'Deus soprou o algoritmo': quem é Kailane Frauches, voz da geração 'Z-sus'
"Passa lá em casa Jesus" entrou, no início de maio, na lista semanal das dez músicas mais tocadas do YouTube no Brasil, à frente de hits de Ana Castela e Ivete Sangalo. O sucesso gospel mudou a vida de Kailane Frauches, 20.
Ela é destaque de uma geração que canta louvor com voz grave de adulto e sagacidade digital de adolescente. São 58 milhões de plays do hit no YouTube: "Há pouco tempo eu gravava no meio do mato", conta.
"Acredito que Deus deu um sopro nesse algoritmo. Os vídeos começaram a viralizar de forma que eu não imaginava."
A nova estrela cristã canta desde os 3 anos, com apoio do pai, mecânico de bicicleta, e da mãe, empregada doméstica.
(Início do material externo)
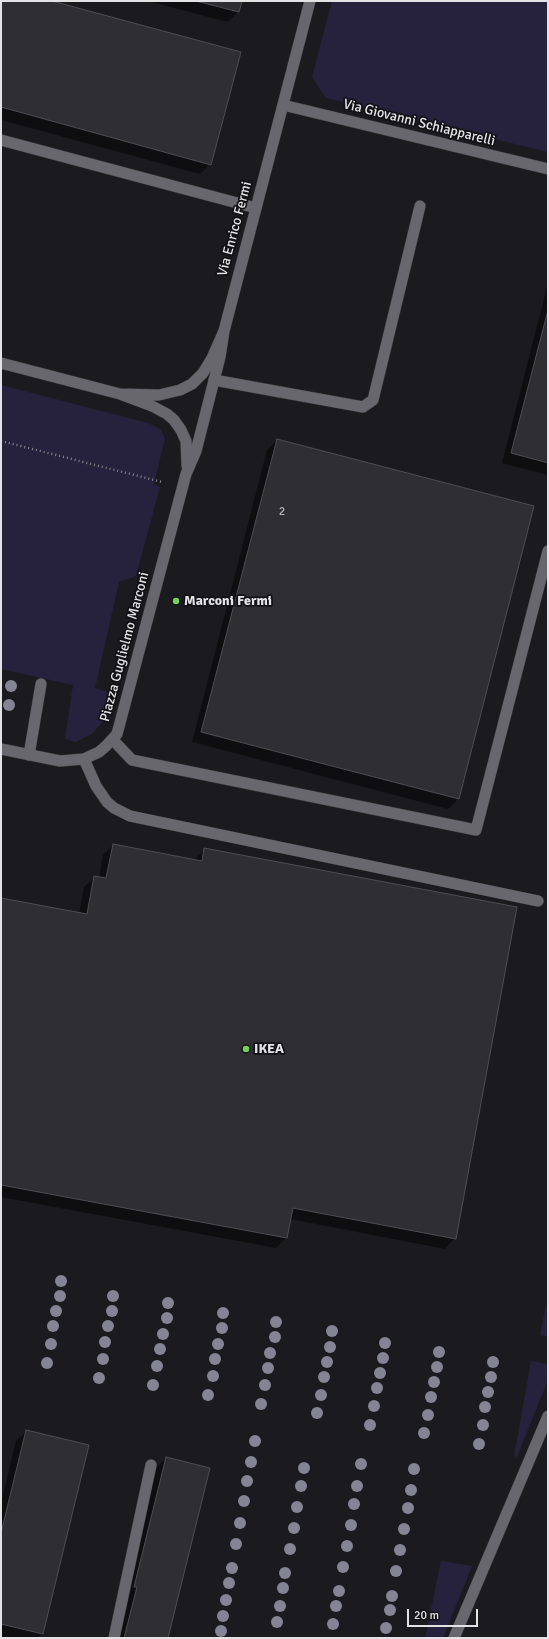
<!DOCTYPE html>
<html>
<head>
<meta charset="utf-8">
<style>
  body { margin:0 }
  #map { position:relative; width:549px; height:1639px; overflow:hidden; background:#1b1b1f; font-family:Signika,sans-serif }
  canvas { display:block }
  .frame { position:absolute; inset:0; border:2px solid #e3e3e6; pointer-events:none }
  .scale { position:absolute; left:407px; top:1609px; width:71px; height:18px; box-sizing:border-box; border:2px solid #e3e3e6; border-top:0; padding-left:5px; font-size:12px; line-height:14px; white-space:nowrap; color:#e3e3e6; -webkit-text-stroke:3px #121216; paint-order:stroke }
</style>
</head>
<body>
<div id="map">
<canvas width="549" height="1639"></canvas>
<div class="frame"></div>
<div class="scale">20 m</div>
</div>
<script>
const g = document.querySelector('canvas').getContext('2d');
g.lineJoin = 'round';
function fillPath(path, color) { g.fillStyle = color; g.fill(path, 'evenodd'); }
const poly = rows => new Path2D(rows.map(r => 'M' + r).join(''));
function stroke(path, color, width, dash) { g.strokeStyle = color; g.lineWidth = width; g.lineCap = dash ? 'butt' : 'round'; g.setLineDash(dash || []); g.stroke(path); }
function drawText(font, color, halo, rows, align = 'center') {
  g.font = font + ' Signika,sans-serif'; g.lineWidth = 3.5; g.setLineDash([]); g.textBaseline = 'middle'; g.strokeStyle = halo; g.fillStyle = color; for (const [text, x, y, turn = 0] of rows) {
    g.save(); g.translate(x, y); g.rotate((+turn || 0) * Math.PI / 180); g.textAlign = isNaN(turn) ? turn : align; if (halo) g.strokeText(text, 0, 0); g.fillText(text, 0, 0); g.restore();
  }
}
const green = poly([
  [332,1,548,1,548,152,326,98,312,77],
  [1,385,148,423,160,429,165,438,154,484,160,487,136,576,119,582,95,688,110,693,103,721,93,733,76,742,65,739,73,685,1,669],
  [546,1306,548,1306,548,1337,540,1335],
  [531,1361,548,1364,548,1380,517,1457,514,1456],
  [441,1561,472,1566,443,1638,425,1638]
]);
const shadow = poly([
  [1,1,48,1,210,164,200,174,1,120],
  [147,1,241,1,238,12,228,22],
  [548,283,548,475,502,463],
  [277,440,533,507,458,799,448,809,192,742,267,450],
  [113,845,194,860,205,849,455,1238,445,1249,290,1219,286,1238,276,1248,1,1197,1,899,79,914,84,887,95,877,99,878,103,855],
  [26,1431,88,1446,42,1634,38,1638,7,1638,1,1636,1,1503,16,1441],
  [167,1458,167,1638,117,1638,125,1597,156,1468]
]);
const building = poly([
  [1,1,52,1,241,52,211,165,1,107,1,1],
  [196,1,242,1,239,12,196,1],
  [548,310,548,463,511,453,548,310],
  [277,439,534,506,459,799,201,732,277,439],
  [113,844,202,861,204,848,517,907,456,1239,293,1208,287,1238,1,1185,1,898,87,914,94,876,106,878,113,844],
  [26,1430,89,1445,43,1634,1,1624,1,1533,26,1430],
  [166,1457,210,1468,168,1638,124,1638,137,1587,134,1587,166,1457]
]);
const path = poly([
  [1,441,162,482]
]);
const service = poly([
  [1,140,256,208],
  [214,380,363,407,373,400,420,206],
  [113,740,132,760,476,830,548,551],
  [29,755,41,684],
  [84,759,96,786,107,802,114,808,130,816,538,901],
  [114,1638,151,1465],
  [454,1638,548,1416]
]);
const minor = poly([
  [283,105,548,169],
  [1,363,120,394,152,406,167,414,174,420,181,430,186,441,187,466],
  [120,394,159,395,180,390,192,384,203,373,212,358,224,331,310,1],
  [1,749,60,761,84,759,99,752,106,746,117,734,186,474,196,451,220,357,224,331]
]);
const trees = [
  [11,686],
  [9,705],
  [61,1281],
  [60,1296],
  [113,1296],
  [168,1303],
  [56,1311],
  [112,1311],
  [223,1313],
  [167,1318],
  [276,1322],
  [53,1326],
  [108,1326],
  [222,1328],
  [332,1331],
  [163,1334],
  [275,1337],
  [105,1342],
  [385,1343],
  [51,1344],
  [218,1344],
  [330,1347],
  [160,1349],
  [439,1352],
  [270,1353],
  [383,1358],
  [103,1359],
  [215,1359],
  [327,1362],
  [493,1362],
  [47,1363],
  [157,1366],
  [437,1367],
  [268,1368],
  [380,1373],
  [213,1376],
  [324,1377],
  [491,1377],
  [99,1378],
  [434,1382],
  [153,1385],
  [265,1385],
  [377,1388],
  [488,1392],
  [208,1395],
  [321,1395],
  [431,1397],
  [261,1404],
  [374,1406],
  [485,1407],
  [317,1413],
  [428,1415],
  [370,1425],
  [483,1425],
  [424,1433],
  [255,1441],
  [479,1444],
  [251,1462],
  [361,1464],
  [304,1468],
  [414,1469],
  [247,1481],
  [301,1486],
  [357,1486],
  [411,1490],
  [244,1501],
  [354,1504],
  [297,1507],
  [408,1508],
  [240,1523],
  [351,1525],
  [294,1528],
  [404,1529],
  [236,1544],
  [347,1546],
  [290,1549],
  [400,1550],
  [343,1567],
  [232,1568],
  [396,1571],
  [285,1573],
  [229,1583],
  [283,1588],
  [339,1591],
  [392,1596],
  [226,1600],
  [280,1606],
  [336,1606],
  [390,1610],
  [223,1616],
  [277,1622],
  [333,1624],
  [386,1628],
  [221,1631]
];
const markers = [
  [176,601,4,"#74d25b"],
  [246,1049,4,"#74d25b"]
];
const numberNames = [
  ["2",282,512]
];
const streetNames = [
  ["Via Giovanni Schiapparelli",419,123,14],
  ["Via Enrico Fermi",235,229,-75],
  ["Piazza Guglielmo Marconi",125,647,-75]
];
const poiNames = [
  ["Marconi Fermi",184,601],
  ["IKEA",254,1049]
];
fillPath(green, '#26223e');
fillPath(shadow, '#0007');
fillPath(building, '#2e2e33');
stroke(building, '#4e4d53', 1);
stroke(service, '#37373a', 12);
stroke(minor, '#37373a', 12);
stroke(path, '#86868a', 2.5, [1, 3]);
stroke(service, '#68676d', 11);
stroke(minor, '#68676d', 11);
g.fillStyle = '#858495';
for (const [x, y] of trees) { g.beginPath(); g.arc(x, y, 6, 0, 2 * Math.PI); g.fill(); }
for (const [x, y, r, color] of markers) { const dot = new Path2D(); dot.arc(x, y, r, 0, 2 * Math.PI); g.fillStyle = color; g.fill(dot); stroke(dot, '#121216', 1.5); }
drawText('12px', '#b6b6b9', null, numberNames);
drawText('14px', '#e3e3e6', '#121216', streetNames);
drawText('bold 14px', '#e3e3e6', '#121216', poiNames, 'left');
</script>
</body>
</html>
Há dois anos, Kailane gravava vídeos cantando, enquanto passeava na zona rural de Xerém, distrito de Duque de Caxias, na Baixada Fluminense. Postava tudo no Instagram.
"Sou nascida e criada na Assembleia de Deus. Com 3 anos fazia karaokê evangélico. Subia na varanda de casa e cantava Fernanda Brum e Damares. Fazia a escova de cabelo de microfone", conta.
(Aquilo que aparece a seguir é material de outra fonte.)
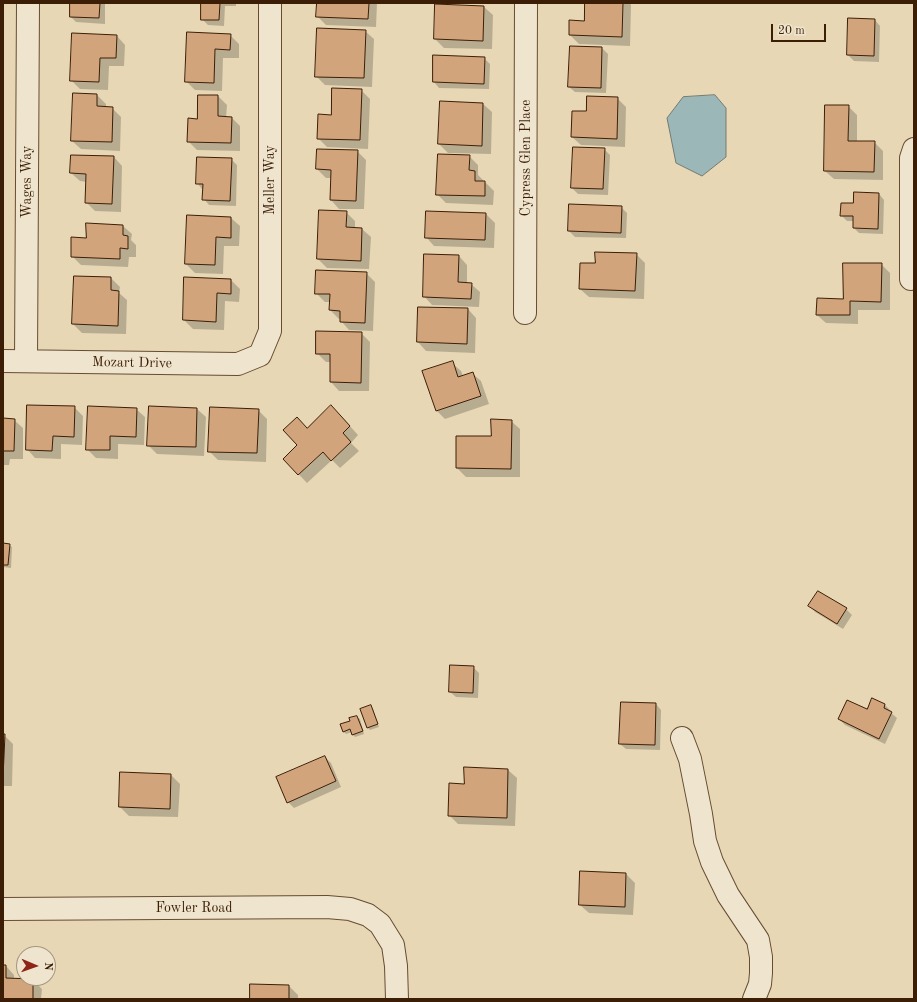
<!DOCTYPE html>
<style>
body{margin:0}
#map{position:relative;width:917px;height:1002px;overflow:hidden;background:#e7d7b5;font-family:"Old Standard TT",serif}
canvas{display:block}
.frame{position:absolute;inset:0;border:4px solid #3c1e07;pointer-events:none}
.north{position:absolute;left:16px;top:946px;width:40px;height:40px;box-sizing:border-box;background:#efe5cf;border:1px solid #a7957f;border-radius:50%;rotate:92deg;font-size:11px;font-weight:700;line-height:16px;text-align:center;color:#3c1e07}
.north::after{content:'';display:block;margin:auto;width:14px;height:18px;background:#8f2418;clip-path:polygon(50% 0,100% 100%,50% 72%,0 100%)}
.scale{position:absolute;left:771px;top:24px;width:55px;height:18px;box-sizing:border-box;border:2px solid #3c1e07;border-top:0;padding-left:5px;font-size:12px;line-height:14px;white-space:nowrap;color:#3c1e07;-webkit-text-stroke:3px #efe5cf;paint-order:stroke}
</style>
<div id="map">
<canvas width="917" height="1002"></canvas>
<div class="frame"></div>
<div class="north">N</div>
<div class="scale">20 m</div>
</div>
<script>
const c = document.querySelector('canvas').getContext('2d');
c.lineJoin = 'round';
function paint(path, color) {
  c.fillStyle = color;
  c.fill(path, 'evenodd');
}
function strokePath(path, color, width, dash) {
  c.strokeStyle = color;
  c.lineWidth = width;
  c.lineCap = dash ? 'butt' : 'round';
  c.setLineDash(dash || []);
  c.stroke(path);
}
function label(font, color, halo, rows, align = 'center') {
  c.font = font + ' "Old Standard TT",serif';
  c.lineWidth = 4;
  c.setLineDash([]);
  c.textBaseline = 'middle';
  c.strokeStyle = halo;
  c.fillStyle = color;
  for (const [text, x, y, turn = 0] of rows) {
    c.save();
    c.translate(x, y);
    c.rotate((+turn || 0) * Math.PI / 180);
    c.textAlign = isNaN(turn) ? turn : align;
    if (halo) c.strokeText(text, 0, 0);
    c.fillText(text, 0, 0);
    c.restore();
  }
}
const water = new Path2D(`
 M715 95 726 108V157L702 176 676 163 667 118 683 97Z`);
paint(water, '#9bb7b8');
strokePath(water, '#757a71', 1);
paint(new Path2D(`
 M71 3H105V24L76 22 71 17Z
 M202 3H236V6H225L224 26 208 25 202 19Z
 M318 3H377L376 27 326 25 317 16Z
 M586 3H630L631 5 630 46 579 44 570 35 585 22Z
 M484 7 493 15 492 49 444 48 435 39Z
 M849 19 875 20 880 26 879 62 854 61 848 55Z
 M365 31 374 39 372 87 325 85 316 76Z
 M187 33 230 35 239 44V58H223L222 91 195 90 186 81Z
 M117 36 125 45 124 66H109L108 90 80 89 71 80Z
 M602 48 608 54 606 93 575 92 569 87Z
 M484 58 490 64 489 89 439 88 434 82Z
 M361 90 370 99 368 149 327 147 318 138 332 116Z
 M97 95 106 104V108H112L121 117 120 151 81 149 72 141Z
 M199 96H218L227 105 226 118H232L240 126V151L197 150 188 141 198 120Z
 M617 98 626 107 625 147 581 145 572 137 587 113Z
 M441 103 483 104 492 112 491 154 448 153 439 144Z
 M848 106 857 115V142H874L883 151V180L834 179 825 171Z
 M604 149 610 155 608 195 578 194 572 188Z
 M357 151 366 160 364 209H339L331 200 332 178H326L317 169Z
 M469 156 478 165V175L483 180V182H485L494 191 493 205 446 203 437 194Z
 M114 157 122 166 121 212 95 211 86 202 87 182 80 181 71 173Z
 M231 159 237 165 236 206 209 205 204 199V189H202L197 183Z
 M879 194 884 200 883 234 859 233 854 228V221H847L841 215 854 204Z
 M621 207 627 213 626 238 575 237 569 231Z
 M320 211 346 212 355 221V228L362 229 371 237 369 269 327 268 318 259Z
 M486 214 495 223 494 248 434 246 426 237Z
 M231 218 240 226 239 246H224L223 274 195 273 186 264Z
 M123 226 132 234 131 240 136 245V257H129L128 267 81 265 72 256 87 239Z
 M636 254 645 263 644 299 589 297 580 289Z
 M459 256 467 265V283L471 284 480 292 479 307 432 305 424 296Z
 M881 264 890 273V310H858V324L826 323 817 315 844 300Z
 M366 273 375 282 373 331 349 330 341 321V319H339L330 310 331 302H325L316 293Z
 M75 277 111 278 120 287 119 293 127 300 126 334 82 333 73 324Z
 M185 278 231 280 240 289 239 302 225 301 224 330 193 329 184 320Z
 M419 308 468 309 476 318 475 353 426 351 418 342Z
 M361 333 370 342 369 391H339L331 382V362H326L317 353Z
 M452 363 461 371 463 376 472 373 481 381 489 404 445 419 436 410Z
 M74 407 83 416 82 445 61 444V459L35 458 27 449Z
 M136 409 145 417 144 445 118 444V459L96 458 87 449Z
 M197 409 206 417 204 456 157 454 148 445Z
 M258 410 267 419 266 462 218 460 209 451Z
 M340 415 358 435 351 443 359 451 340 468 332 460 307 483 284 459 298 445 307 429Z
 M3 419 14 420 23 428V459H10L9 465H3Z
 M511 421 520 429V477H466L457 468V437H492Z
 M3 544 9 545 12 547 11 568 3 567Z
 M810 606 846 609 852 615 843 629 815 612Z
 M473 667 479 673 478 698 456 697 450 692Z
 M873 699 885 705 891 711 890 712 897 718 885 744 845 725 839 719 867 710Z
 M656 704 661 710 660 750 626 749 620 744Z
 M371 707 373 709 379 727 370 730 368 728Z
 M357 717 360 719 364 734 355 737 353 735 352 732 346 734 343 731 351 721Z
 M3 735H4L13 744 12 786H3Z
 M325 757 331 763 341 787 294 808 288 802Z
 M465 768 508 770 517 778 515 826 458 824 449 815 465 785Z
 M171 775 180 784 178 817 129 816 120 807Z
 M626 874 635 883 633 915 589 913 580 905Z
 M3 966H6L14 975V979L33 980 42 989 41 999H3Z
 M289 986 298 995V999H251Z`), '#0003');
const building = new Path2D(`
 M70 3H100L99 18 70 17Z
 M201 3H220L219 20H201Z
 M317 3H369L368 19 316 17Z
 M585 3H623L622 37 569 35V20L584 21Z
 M435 4 484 6 483 41 434 39Z
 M848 18 875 19 874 56 847 55Z
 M317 28 366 30 364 78 315 77Z
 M187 32 231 34 230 50 215 49 214 83 185 82Z
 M72 33 117 35 116 58H100L99 82 70 81Z
 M570 46 602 47 601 88 568 87Z
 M433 55 485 57 484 84 433 82Z
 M332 88 362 89 360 140 317 139 318 114 331 115Z
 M73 93 97 94V106L113 107 112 142 71 141Z
 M198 95H218V116L232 117 231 143 187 142 188 118 197 119Z
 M587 96 618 97 617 139 571 137 572 111H586Z
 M440 101 483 103 482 146 438 144Z
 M825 105H849L848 141H875L874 172 824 171Z
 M573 147 605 148 603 189 571 188Z
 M317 149 358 150 356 201 330 200 331 170 316 169Z
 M438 154 470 155 469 170 475 171V181H485V196L436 195Z
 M71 155 114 156 112 204 85 203 86 174 70 173Z
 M197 157 232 158 230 201 202 200 203 184H196Z
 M854 192 879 193 878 229 853 228V216H840L841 203H853Z
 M569 204 622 206 621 233 568 231Z
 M319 210 347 211 346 227 362 228 361 261 317 259Z
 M426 211 486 213 485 240 425 238Z
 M187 215 231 217V238L216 237 215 265 185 264Z
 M86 223 123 225V235L128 236V249L120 248V259L71 257V237L86 238Z
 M595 252 637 253 635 291 579 289 580 263H595Z
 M424 254 459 255 458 282 472 283 471 299 423 297Z
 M843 263H882L881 302 850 301V315H816L817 298 843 299Z
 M316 270 367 272 365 323 340 322V311L329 310 330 294H315Z
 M74 276 111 277V290L119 291 118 326 72 324Z
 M184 277 231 279V294L217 293 216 322 183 320Z
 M418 307 468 308 467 344 417 342Z
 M316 331 362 332 361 383 330 382V354H316Z
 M453 361 458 377 473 372 481 396 436 411 422 371Z
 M27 405 75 406 74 437 53 436 52 451 26 450Z
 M331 405 350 426 343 433 351 442 331 461 323 452 298 475 283 459 297 445 283 430 297 417 307 428Z
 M88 406 137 408 136 437 110 436V450H86Z
 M149 406 197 408 196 447 147 446Z
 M210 407 259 409 257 453 208 452Z
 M3 418 15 419 14 451H3Z
 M491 419 512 420 511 469 456 468V436H491Z
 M3 543 10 544 8 565H3Z
 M818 591 847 608 837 624 808 606Z
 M450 665 474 666 473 693 449 692Z
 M872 698 885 704 884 708 892 712 879 739 838 719 847 700 867 709Z
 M621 702 656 703 655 745 619 744Z
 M371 705 378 724 367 728 360 709Z
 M357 716 363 731 352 735 350 729 343 732 340 724 350 721 349 718Z
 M3 734H5L3 778Z
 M325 756 336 781 287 803 276 777Z
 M464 767 508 769 507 818 448 816 449 783 464 784Z
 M120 772 171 774 170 809 119 807Z
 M580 871 626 873 625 907 579 905Z
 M3 965H6V978L33 979V999H3Z
 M250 984 289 985V999H250Z`);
paint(building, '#d2a47b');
strokePath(building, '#3c1e07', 1);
const minor = new Path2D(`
 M911 279V158L914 149
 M525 313 526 3
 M3 361 238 364 260 355 270 331V3
 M26 361 28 3
 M682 738 690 759 701 814 705 841 712 862 728 895 758 940 761 957V973L760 984 754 999
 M3 909 327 907 350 909 368 915 380 924 393 945 396 966 397 999`);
strokePath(minor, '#674c32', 24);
strokePath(minor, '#efe5cf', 22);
label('14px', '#3c1e07', '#efe5cf', [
 ["Cypress Glen Place",526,158,-90],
 ["Meller Way",270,180,-90],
 ["Wages Way",27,182,-90],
 ["Mozart Drive",132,363,1],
 ["Fowler Road",194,908]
]);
</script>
Os convites para festas e igrejas se espalharam. "Nossa condição sempre foi humilde. A gente ia fazer show num Fiat Palio branco, guerreiro. Ele sempre quebrava, dava problema no motor. Eu orava para o Senhor restaurar aquele carro."
Durante a pandemia, Kailane pedia para a mãe filmá-la cantando. "Eu falava: como vou divulgar minha filha? Com o pouco que eu tinha saía com ela pelo bairro", lembra Edna Frauches, 42 anos.
No fim de maio, a cantora embarcou em sua primeira viagem ao exterior, para se apresentar em Massachusetts, nos Estados Unidos.
A mãe vê uma missão divina.
"Kailane é um milagre. Antes de ela nascer, tive bebês gêmeos que não sobreviveram. Os médicos falaram que eu não podia ter filhos. Quatro meses depois estava grávida. Pus a mão na barriga e falei: 'Esse feto no meu ventre vai ser para o Senhor'."
'Geração Z-sus'
O hit de Kailane é fruto de insistência pessoal, mas também de uma virada na indústria gospel brasileira.
O mercado cristão sofreu menos com a pirataria de músicas que derrubou a indústria secular no início dos anos 2000.
Por isso, demorou a largar os CDs e, finalmente, investir numa nova realidade: serviços digitais como YouTube e Spotify, que cresceram.
Neste êxodo digital tardio, o perfil de artistas também mudou: são jovens que dominam as redes e dependem menos da ligação com uma igreja específica.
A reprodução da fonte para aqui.